Collected data:
========

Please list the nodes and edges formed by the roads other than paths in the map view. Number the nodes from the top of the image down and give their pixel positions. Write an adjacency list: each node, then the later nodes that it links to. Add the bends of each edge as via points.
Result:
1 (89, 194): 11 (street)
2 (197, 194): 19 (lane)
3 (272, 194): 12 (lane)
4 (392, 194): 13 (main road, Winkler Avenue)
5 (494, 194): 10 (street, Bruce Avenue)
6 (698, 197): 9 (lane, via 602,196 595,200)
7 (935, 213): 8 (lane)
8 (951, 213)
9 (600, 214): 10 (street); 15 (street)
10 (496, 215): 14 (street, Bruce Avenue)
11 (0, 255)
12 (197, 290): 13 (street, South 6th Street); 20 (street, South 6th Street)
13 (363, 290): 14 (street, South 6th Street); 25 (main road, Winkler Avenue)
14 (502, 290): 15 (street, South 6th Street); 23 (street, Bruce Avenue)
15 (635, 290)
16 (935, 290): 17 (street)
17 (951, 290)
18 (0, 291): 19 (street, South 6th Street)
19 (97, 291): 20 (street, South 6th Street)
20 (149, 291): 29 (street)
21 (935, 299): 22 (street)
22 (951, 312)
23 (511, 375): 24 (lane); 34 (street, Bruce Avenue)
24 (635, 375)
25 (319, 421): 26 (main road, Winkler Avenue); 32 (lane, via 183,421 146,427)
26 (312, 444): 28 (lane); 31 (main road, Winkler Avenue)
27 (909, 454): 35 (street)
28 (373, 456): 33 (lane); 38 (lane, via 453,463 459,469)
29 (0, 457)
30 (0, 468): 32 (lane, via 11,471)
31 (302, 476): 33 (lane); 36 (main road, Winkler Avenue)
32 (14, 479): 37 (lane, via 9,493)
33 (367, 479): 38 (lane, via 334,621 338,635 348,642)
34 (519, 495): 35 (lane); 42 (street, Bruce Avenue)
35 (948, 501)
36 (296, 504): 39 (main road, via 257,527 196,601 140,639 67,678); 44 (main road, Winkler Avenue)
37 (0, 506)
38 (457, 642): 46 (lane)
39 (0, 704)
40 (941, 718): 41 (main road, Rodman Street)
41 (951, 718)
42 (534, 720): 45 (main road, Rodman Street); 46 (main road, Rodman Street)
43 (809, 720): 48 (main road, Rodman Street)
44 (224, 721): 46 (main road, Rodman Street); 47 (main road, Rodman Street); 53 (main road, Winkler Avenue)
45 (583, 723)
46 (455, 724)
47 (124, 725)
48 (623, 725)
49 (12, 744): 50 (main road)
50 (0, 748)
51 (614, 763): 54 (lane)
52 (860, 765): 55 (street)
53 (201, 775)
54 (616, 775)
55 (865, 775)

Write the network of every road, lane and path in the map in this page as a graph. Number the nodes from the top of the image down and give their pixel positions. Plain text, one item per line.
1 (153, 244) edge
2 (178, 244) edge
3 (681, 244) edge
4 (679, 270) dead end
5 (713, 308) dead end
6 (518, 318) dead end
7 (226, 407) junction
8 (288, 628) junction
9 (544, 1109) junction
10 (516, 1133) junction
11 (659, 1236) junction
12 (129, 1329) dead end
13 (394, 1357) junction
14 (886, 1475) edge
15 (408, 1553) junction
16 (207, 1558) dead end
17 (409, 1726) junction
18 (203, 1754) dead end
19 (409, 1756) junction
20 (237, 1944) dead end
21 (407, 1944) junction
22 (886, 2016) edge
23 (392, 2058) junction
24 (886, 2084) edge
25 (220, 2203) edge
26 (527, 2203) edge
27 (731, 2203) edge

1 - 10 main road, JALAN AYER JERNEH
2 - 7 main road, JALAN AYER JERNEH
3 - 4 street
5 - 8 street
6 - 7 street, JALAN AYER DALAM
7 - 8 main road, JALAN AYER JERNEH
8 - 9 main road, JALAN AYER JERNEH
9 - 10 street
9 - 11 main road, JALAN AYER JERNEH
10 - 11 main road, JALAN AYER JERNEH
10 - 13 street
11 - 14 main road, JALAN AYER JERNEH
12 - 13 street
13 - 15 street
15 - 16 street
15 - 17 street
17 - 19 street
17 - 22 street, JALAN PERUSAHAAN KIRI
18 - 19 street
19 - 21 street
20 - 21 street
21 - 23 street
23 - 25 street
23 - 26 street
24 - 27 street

========

From the records above, extract every entry verbatim.

ANSWER SPACE:
Please list the nodes and edges formed by the roads other than paths in the map view. Number the nodes from the top of the image down and give their pixel positions. Write an adjacency list: each node, then the later nodes that it links to. Add the bends of each edge as via points.
Result:
1 (89, 194): 11 (street)
2 (197, 194): 19 (lane)
3 (272, 194): 12 (lane)
4 (392, 194): 13 (main road, Winkler Avenue)
5 (494, 194): 10 (street, Bruce Avenue)
6 (698, 197): 9 (lane, via 602,196 595,200)
7 (935, 213): 8 (lane)
8 (951, 213)
9 (600, 214): 10 (street); 15 (street)
10 (496, 215): 14 (street, Bruce Avenue)
11 (0, 255)
12 (197, 290): 13 (street, South 6th Street); 20 (street, South 6th Street)
13 (363, 290): 14 (street, South 6th Street); 25 (main road, Winkler Avenue)
14 (502, 290): 15 (street, South 6th Street); 23 (street, Bruce Avenue)
15 (635, 290)
16 (935, 290): 17 (street)
17 (951, 290)
18 (0, 291): 19 (street, South 6th Street)
19 (97, 291): 20 (street, South 6th Street)
20 (149, 291): 29 (street)
21 (935, 299): 22 (street)
22 (951, 312)
23 (511, 375): 24 (lane); 34 (street, Bruce Avenue)
24 (635, 375)
25 (319, 421): 26 (main road, Winkler Avenue); 32 (lane, via 183,421 146,427)
26 (312, 444): 28 (lane); 31 (main road, Winkler Avenue)
27 (909, 454): 35 (street)
28 (373, 456): 33 (lane); 38 (lane, via 453,463 459,469)
29 (0, 457)
30 (0, 468): 32 (lane, via 11,471)
31 (302, 476): 33 (lane); 36 (main road, Winkler Avenue)
32 (14, 479): 37 (lane, via 9,493)
33 (367, 479): 38 (lane, via 334,621 338,635 348,642)
34 (519, 495): 35 (lane); 42 (street, Bruce Avenue)
35 (948, 501)
36 (296, 504): 39 (main road, via 257,527 196,601 140,639 67,678); 44 (main road, Winkler Avenue)
37 (0, 506)
38 (457, 642): 46 (lane)
39 (0, 704)
40 (941, 718): 41 (main road, Rodman Street)
41 (951, 718)
42 (534, 720): 45 (main road, Rodman Street); 46 (main road, Rodman Street)
43 (809, 720): 48 (main road, Rodman Street)
44 (224, 721): 46 (main road, Rodman Street); 47 (main road, Rodman Street); 53 (main road, Winkler Avenue)
45 (583, 723)
46 (455, 724)
47 (124, 725)
48 (623, 725)
49 (12, 744): 50 (main road)
50 (0, 748)
51 (614, 763): 54 (lane)
52 (860, 765): 55 (street)
53 (201, 775)
54 (616, 775)
55 (865, 775)

Write the network of every road, lane and path in the map in this page as a graph. Number the nodes from the top of the image down and give their pixel positions. Plain text, one item per line.
1 (153, 244) edge
2 (178, 244) edge
3 (681, 244) edge
4 (679, 270) dead end
5 (713, 308) dead end
6 (518, 318) dead end
7 (226, 407) junction
8 (288, 628) junction
9 (544, 1109) junction
10 (516, 1133) junction
11 (659, 1236) junction
12 (129, 1329) dead end
13 (394, 1357) junction
14 (886, 1475) edge
15 (408, 1553) junction
16 (207, 1558) dead end
17 (409, 1726) junction
18 (203, 1754) dead end
19 (409, 1756) junction
20 (237, 1944) dead end
21 (407, 1944) junction
22 (886, 2016) edge
23 (392, 2058) junction
24 (886, 2084) edge
25 (220, 2203) edge
26 (527, 2203) edge
27 (731, 2203) edge

1 - 10 main road, JALAN AYER JERNEH
2 - 7 main road, JALAN AYER JERNEH
3 - 4 street
5 - 8 street
6 - 7 street, JALAN AYER DALAM
7 - 8 main road, JALAN AYER JERNEH
8 - 9 main road, JALAN AYER JERNEH
9 - 10 street
9 - 11 main road, JALAN AYER JERNEH
10 - 11 main road, JALAN AYER JERNEH
10 - 13 street
11 - 14 main road, JALAN AYER JERNEH
12 - 13 street
13 - 15 street
15 - 16 street
15 - 17 street
17 - 19 street
17 - 22 street, JALAN PERUSAHAAN KIRI
18 - 19 street
19 - 21 street
20 - 21 street
21 - 23 street
23 - 25 street
23 - 26 street
24 - 27 street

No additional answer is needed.